The flooding of the To-ne River caused both disadvantages and advantages to the village in terms of flood damage but brought suitable soil for the growth of high-quality mulberry leaves. To combat yearly floods, stone walls and foundations were constructed to lift and protect sericulture-related buildings. Soil was laid flat, and cobblestones were cut and stacked three-tiers to form a 1 m-high stone foundation to prevent moisture from entering the building. Amongst the 72 existing farmhouses, 50 are built on these stone foundations (Kurotsu 2012).

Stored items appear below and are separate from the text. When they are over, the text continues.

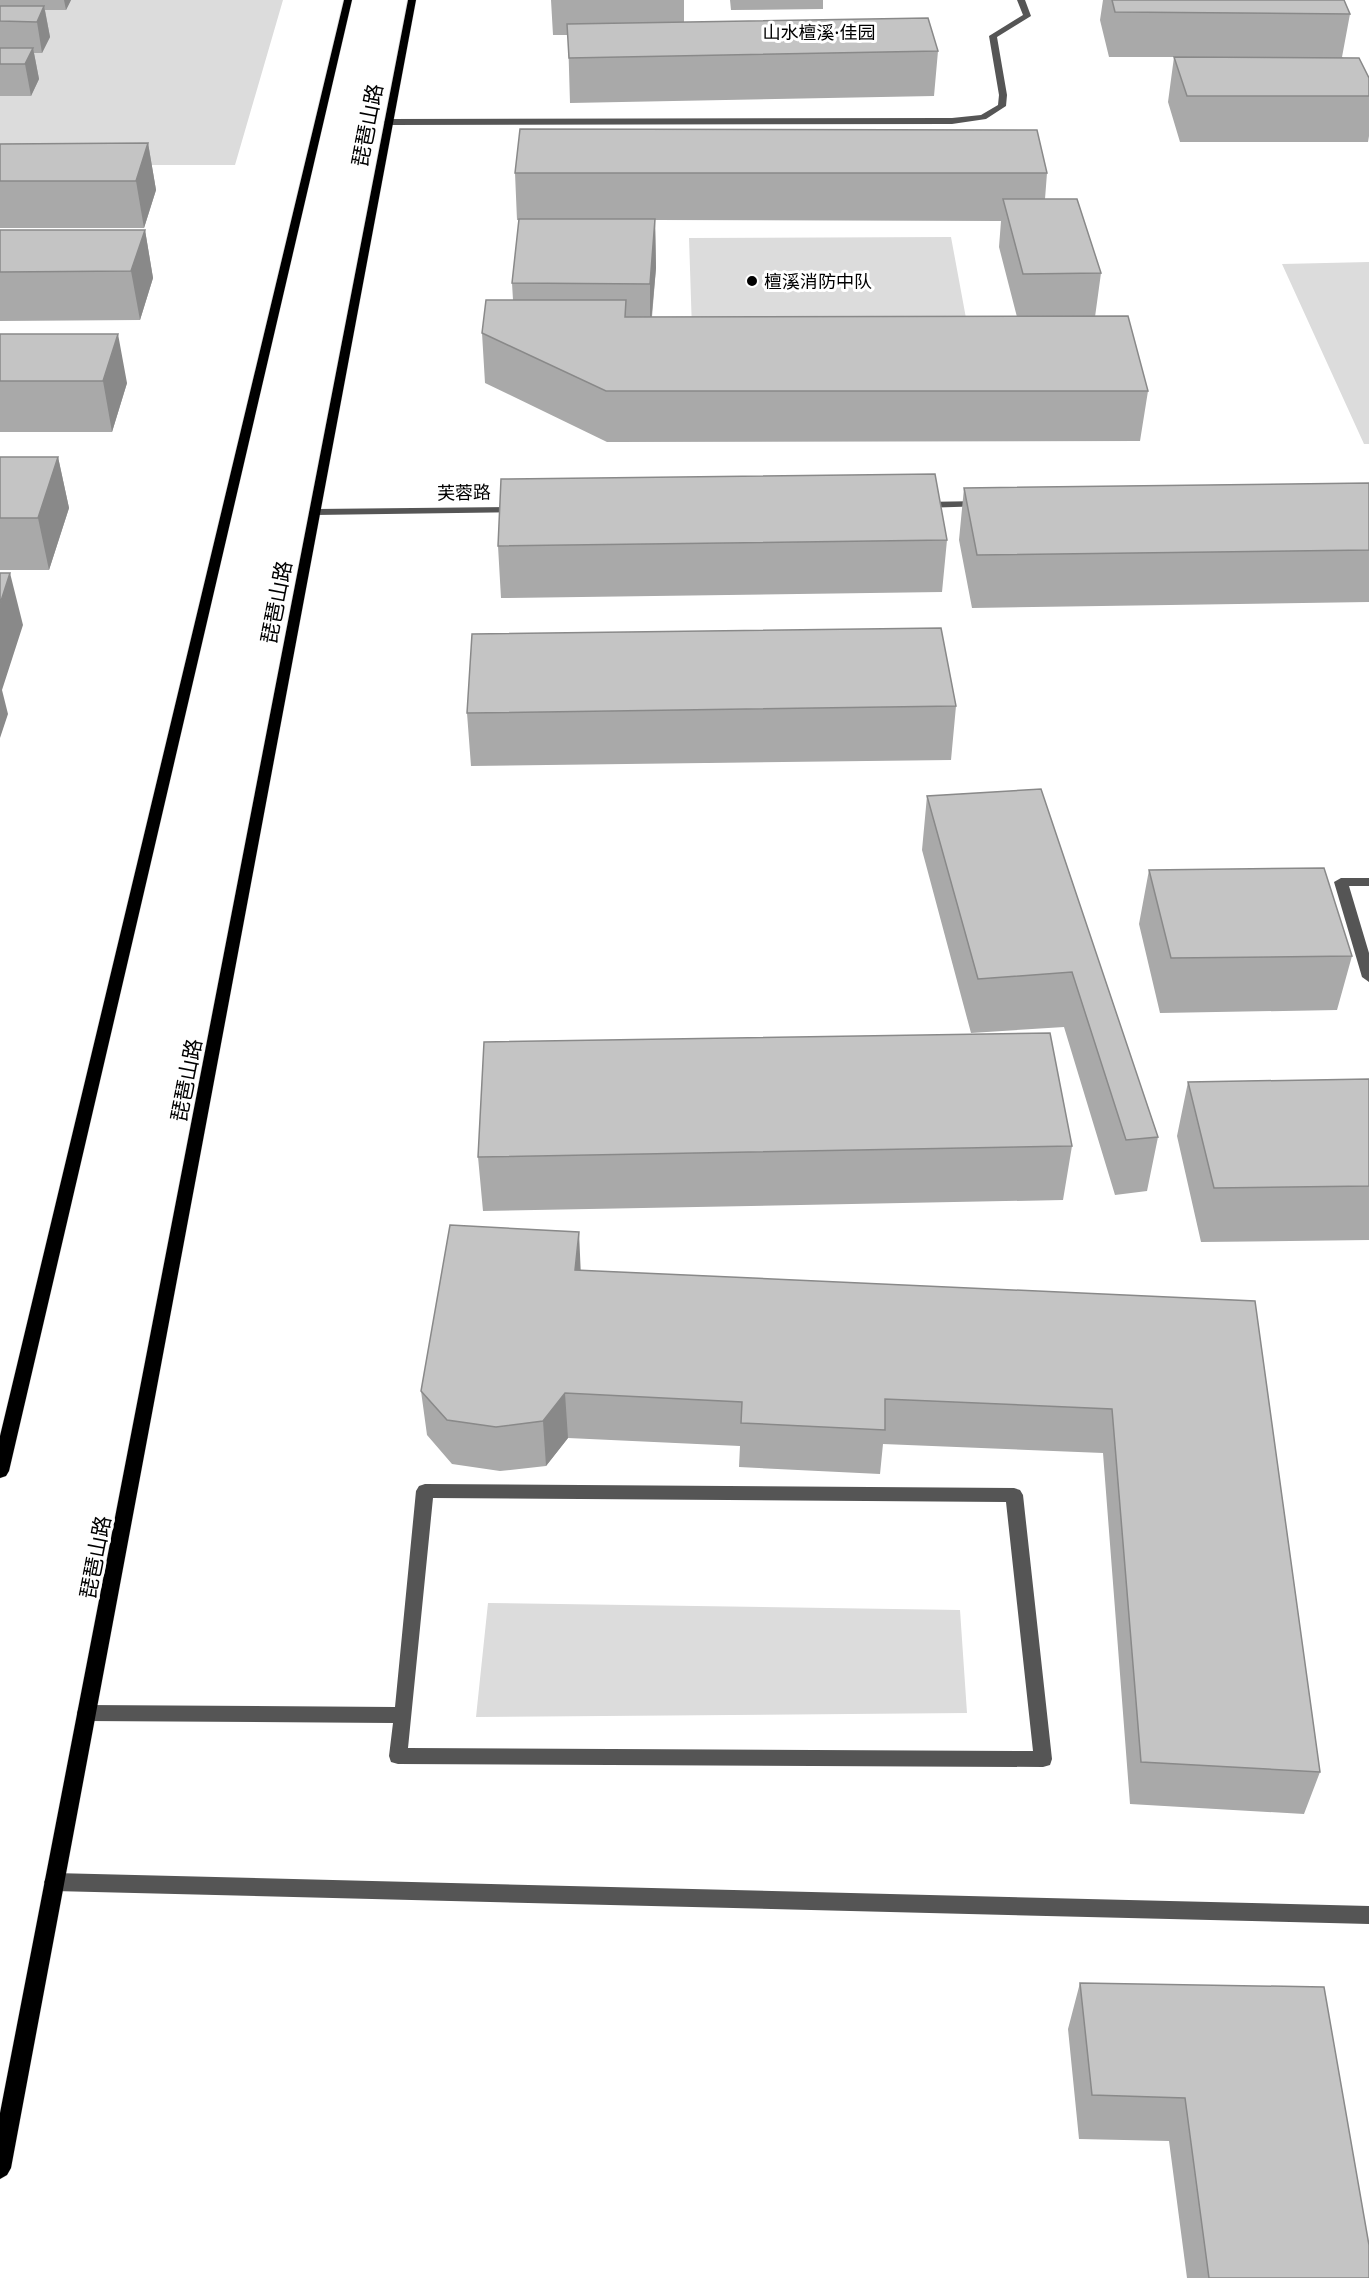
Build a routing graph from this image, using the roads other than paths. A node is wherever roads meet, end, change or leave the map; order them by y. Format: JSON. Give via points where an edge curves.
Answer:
{"nodes":[{"id":1,"x":348,"y":0,"type":"edge"},
{"id":2,"x":411,"y":0,"type":"edge"},
{"id":3,"x":1022,"y":0,"type":"edge"},
{"id":4,"x":388,"y":122,"type":"junction"},
{"id":5,"x":998,"y":504,"type":"edge"},
{"id":6,"x":914,"y":505,"type":"edge"},
{"id":7,"x":530,"y":510,"type":"edge"},
{"id":8,"x":315,"y":512,"type":"junction"},
{"id":9,"x":1369,"y":882,"type":"edge"},
{"id":10,"x":1369,"y":977,"type":"edge"},
{"id":11,"x":0,"y":1471,"type":"edge"},
{"id":12,"x":86,"y":1713,"type":"junction"},
{"id":13,"x":403,"y":1714,"type":"junction"},
{"id":14,"x":54,"y":1882,"type":"junction"},
{"id":15,"x":1369,"y":1915,"type":"edge"},
{"id":16,"x":0,"y":2168,"type":"edge"}],
"edges":[{"from":1,"to":11,"type":"main road"},
{"from":2,"to":4,"type":"main road","name":"琵琶山路"},
{"from":3,"to":4,"type":"street","via":[[1027,16],[993,36],[1002,106],[983,117],[952,121]]},
{"from":4,"to":8,"type":"main road","name":"琵琶山路"},
{"from":5,"to":6,"type":"street"},
{"from":7,"to":8,"type":"street","name":"芙蓉路"},
{"from":8,"to":12,"type":"main road","name":"琵琶山路"},
{"from":9,"to":10,"type":"street","via":[[1341,882]]},
{"from":12,"to":13,"type":"street"},
{"from":12,"to":14,"type":"main road","name":"琵琶山路"},
{"from":13,"to":13,"type":"street","via":[[398,1756],[1043,1760],[1014,1495],[425,1491]]},
{"from":14,"to":15,"type":"street"},
{"from":14,"to":16,"type":"main road","name":"琵琶山路"}]}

On the lower floor, walls were built minimally with mostly sliding doors that are removable to reduce flood damage to the interior.

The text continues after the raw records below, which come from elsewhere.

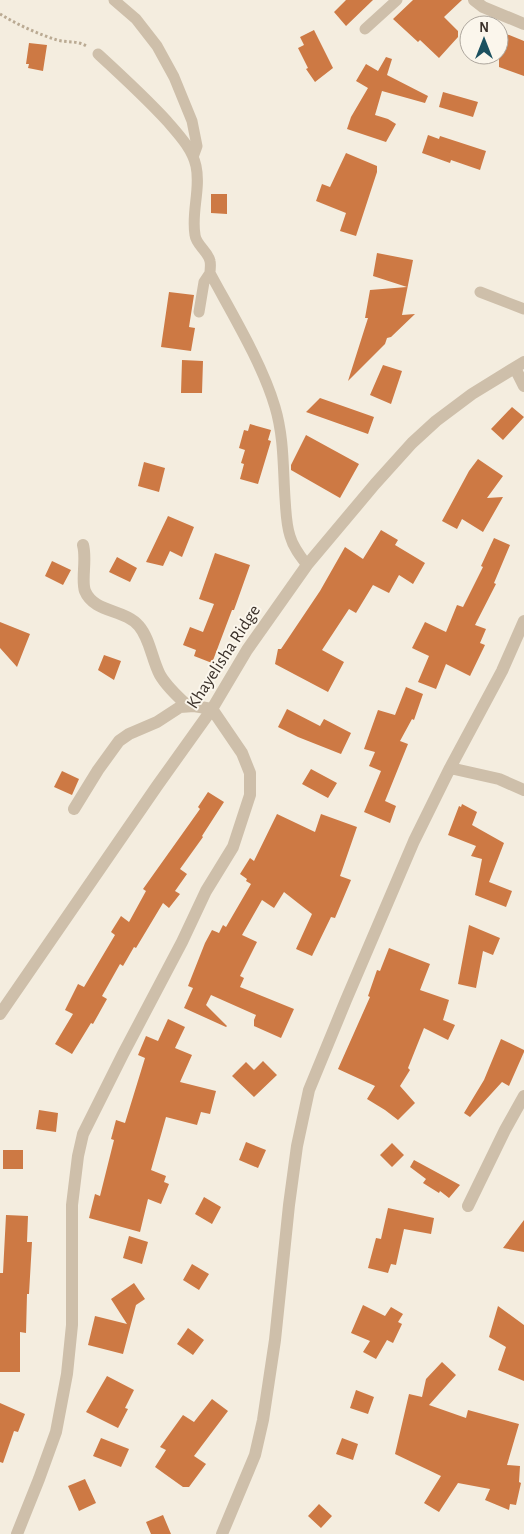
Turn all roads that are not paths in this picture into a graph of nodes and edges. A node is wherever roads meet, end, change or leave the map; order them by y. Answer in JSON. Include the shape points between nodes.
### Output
{"nodes":[{"id":1,"x":114,"y":0,"type":"edge"},
{"id":2,"x":397,"y":0,"type":"edge"},
{"id":3,"x":474,"y":0,"type":"edge"},
{"id":4,"x":524,"y":24,"type":"edge"},
{"id":5,"x":365,"y":29,"type":"dead end"},
{"id":6,"x":98,"y":54,"type":"road end"},
{"id":7,"x":193,"y":157,"type":"junction"},
{"id":8,"x":210,"y":273,"type":"junction"},
{"id":9,"x":480,"y":292,"type":"dead end"},
{"id":10,"x":524,"y":309,"type":"edge"},
{"id":11,"x":199,"y":312,"type":"dead end"},
{"id":12,"x":520,"y":365,"type":"edge"},
{"id":13,"x":524,"y":386,"type":"edge"},
{"id":14,"x":83,"y":545,"type":"dead end"},
{"id":15,"x":307,"y":566,"type":"junction"},
{"id":16,"x":524,"y":621,"type":"edge"},
{"id":17,"x":188,"y":706,"type":"junction"},
{"id":18,"x":212,"y":709,"type":"junction"},
{"id":19,"x":450,"y":768,"type":"junction"},
{"id":20,"x":524,"y":790,"type":"edge"},
{"id":21,"x":74,"y":809,"type":"dead end"},
{"id":22,"x":0,"y":1014,"type":"edge"},
{"id":23,"x":524,"y":1096,"type":"edge"},
{"id":24,"x":468,"y":1206,"type":"dead end"},
{"id":25,"x":17,"y":1534,"type":"edge"},
{"id":26,"x":222,"y":1534,"type":"edge"}],
"edges":[{"from":1,"to":7,"type":"lane","via":[[136,19],[157,46],[174,77],[192,121],[197,146]]},
{"from":2,"to":5,"type":"lane"},
{"from":3,"to":4,"type":"street"},
{"from":6,"to":7,"type":"lane","via":[[176,130]]},
{"from":7,"to":8,"type":"lane","via":[[197,176],[195,238],[210,261]]},
{"from":8,"to":11,"type":"lane","via":[[204,282]]},
{"from":8,"to":15,"type":"lane","via":[[249,346],[275,407],[282,447],[289,534]]},
{"from":9,"to":10,"type":"lane"},
{"from":12,"to":13,"type":"street"},
{"from":12,"to":15,"type":"street","name":"Khayelisha Ridge","via":[[472,394],[412,443]]},
{"from":14,"to":17,"type":"street","via":[[85,591],[91,600],[139,625],[160,675]]},
{"from":15,"to":18,"type":"street","name":"Khayelisha Ridge","via":[[246,650]]},
{"from":16,"to":19,"type":"street","via":[[502,671]]},
{"from":17,"to":18,"type":"street"},
{"from":17,"to":21,"type":"street","via":[[180,707],[119,741]]},
{"from":18,"to":22,"type":"street","name":"Khayelisha Ridge"},
{"from":18,"to":25,"type":"street","via":[[242,753],[250,773],[250,795],[233,847],[206,891],[83,1134],[72,1205],[72,1324],[67,1374],[56,1432]]},
{"from":19,"to":20,"type":"street","via":[[500,779]]},
{"from":19,"to":26,"type":"street","via":[[414,841],[309,1090],[297,1146],[263,1420],[255,1455]]},
{"from":23,"to":24,"type":"street"}]}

As sericulture in Shimamura declined, the riverbank as it is in the present was constructed in the Taisho period due to severe aftermath by a flood in 1910. The riverbank spans as long as 5 km and is 900 m wide from one bank to the other, creating the overwhelming presence of a horizontal landscape. While water transport was one of the main transportation means to and from the village during the Meiji period, the Shimamura Ferry River Crossing is still in use in the present.

Tall fencing trees known as kashigune are arranged in an L-shape to the west and north of the farmhouses to barricade against strong north winds and the western sun (Fig. 10). These fencing trees may span as long as 250 m and range from 1.2 m to 2 m in height, as tall as the eaves of the farmhouses, forming a captivating landscape widely seen in Shimamura. It is believed that this landscape was formed during the mid-Meiji period when the secchū-iku was widely practised in the village. However, fencing trees in the Farm are short, as Yahei believed that the sericulture space required sufficient dry air for ventilation.

Fig. 10
figure10

Tajima Yahei Sericulture Farm and its vicinity. (Source: Sweet Yee Cheng)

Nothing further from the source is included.